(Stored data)
--
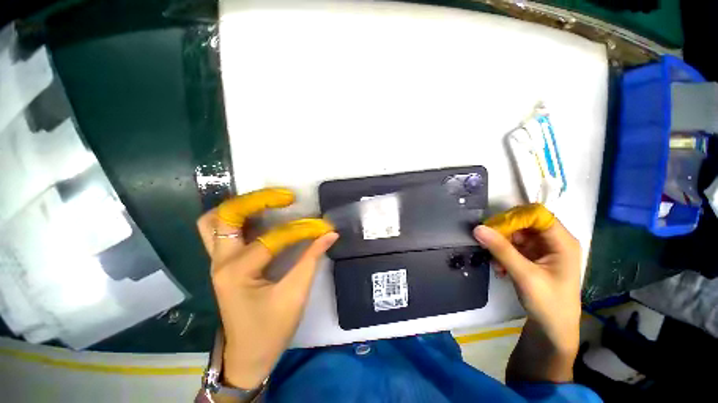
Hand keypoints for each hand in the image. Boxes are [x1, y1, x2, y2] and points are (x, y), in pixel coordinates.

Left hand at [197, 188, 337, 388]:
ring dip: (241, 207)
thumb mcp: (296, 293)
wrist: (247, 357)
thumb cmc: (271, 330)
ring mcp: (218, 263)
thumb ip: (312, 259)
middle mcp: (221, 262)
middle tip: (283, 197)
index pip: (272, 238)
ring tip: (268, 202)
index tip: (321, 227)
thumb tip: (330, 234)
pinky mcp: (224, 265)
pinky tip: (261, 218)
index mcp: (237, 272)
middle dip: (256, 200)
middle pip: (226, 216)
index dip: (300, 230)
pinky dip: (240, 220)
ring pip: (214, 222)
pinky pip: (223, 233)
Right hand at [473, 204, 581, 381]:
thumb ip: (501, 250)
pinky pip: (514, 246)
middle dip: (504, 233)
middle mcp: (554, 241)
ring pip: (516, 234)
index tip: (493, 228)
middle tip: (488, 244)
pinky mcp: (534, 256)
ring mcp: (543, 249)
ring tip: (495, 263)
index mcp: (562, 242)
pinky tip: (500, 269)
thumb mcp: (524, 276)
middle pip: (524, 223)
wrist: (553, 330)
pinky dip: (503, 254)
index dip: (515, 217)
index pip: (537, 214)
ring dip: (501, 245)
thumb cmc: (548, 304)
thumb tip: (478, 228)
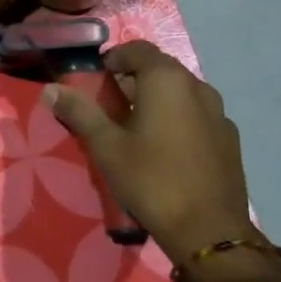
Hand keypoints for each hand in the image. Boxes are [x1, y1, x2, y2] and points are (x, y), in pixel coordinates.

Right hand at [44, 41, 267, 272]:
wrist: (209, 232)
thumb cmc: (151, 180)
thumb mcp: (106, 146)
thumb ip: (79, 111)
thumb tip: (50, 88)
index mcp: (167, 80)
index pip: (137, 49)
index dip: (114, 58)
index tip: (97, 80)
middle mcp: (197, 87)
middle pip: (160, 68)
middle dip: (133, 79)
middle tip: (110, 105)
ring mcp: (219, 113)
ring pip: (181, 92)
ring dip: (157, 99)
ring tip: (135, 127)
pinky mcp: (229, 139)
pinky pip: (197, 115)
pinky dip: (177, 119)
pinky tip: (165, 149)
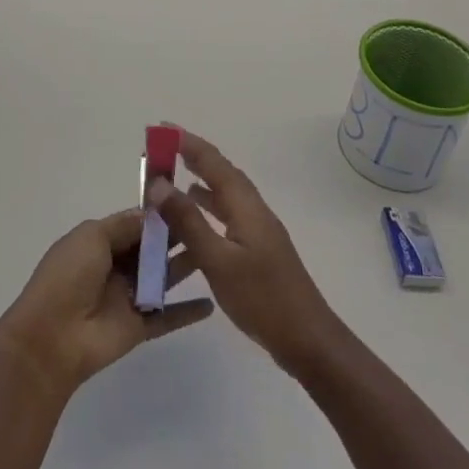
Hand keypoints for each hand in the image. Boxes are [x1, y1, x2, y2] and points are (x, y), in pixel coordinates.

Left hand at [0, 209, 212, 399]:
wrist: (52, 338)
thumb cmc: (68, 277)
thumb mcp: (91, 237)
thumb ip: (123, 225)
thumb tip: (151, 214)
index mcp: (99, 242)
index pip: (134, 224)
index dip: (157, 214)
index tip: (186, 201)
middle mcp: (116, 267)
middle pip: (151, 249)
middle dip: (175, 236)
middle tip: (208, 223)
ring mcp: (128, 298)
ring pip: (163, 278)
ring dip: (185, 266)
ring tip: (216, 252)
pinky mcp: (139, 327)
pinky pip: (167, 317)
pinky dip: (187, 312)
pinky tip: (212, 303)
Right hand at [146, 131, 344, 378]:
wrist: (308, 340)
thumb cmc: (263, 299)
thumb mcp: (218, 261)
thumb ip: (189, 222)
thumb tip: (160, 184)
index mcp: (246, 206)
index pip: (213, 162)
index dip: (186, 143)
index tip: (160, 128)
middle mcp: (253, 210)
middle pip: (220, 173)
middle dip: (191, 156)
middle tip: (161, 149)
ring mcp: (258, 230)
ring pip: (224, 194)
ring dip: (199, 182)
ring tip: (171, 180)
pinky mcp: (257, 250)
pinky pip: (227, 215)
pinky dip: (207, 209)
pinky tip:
--
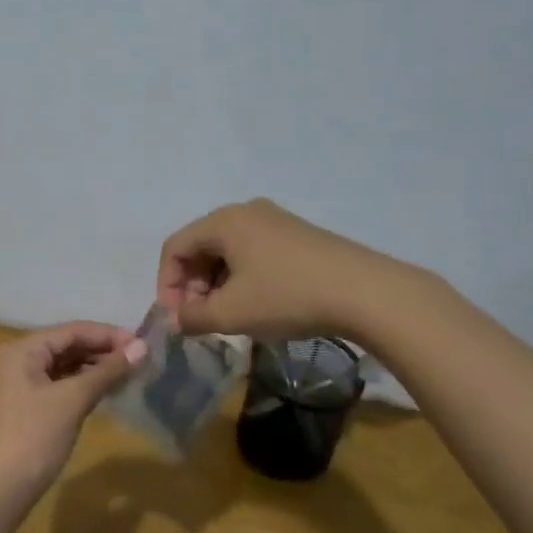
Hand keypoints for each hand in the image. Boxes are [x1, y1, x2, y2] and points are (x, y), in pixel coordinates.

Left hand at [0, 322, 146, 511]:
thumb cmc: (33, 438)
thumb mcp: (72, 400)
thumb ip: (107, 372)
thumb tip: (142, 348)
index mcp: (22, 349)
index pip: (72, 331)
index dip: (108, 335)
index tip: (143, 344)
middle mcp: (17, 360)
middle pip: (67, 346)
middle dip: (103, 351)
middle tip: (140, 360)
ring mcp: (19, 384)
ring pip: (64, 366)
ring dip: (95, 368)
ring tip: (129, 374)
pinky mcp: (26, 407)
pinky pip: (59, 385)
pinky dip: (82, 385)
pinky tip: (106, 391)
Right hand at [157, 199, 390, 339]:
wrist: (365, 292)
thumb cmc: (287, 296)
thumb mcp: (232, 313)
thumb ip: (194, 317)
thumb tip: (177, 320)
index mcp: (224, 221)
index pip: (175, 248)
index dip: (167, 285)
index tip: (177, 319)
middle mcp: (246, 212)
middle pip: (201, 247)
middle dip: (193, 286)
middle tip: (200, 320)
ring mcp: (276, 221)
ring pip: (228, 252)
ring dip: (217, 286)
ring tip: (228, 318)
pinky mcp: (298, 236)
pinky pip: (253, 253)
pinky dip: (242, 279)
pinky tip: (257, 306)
--
For every line of the data above that contains "wrist", copy that line.

Solved exercise:
wrist: (247, 357)
wrist: (553, 330)
wrist: (209, 232)
wrist: (52, 338)
wrist: (308, 340)
wrist: (365, 292)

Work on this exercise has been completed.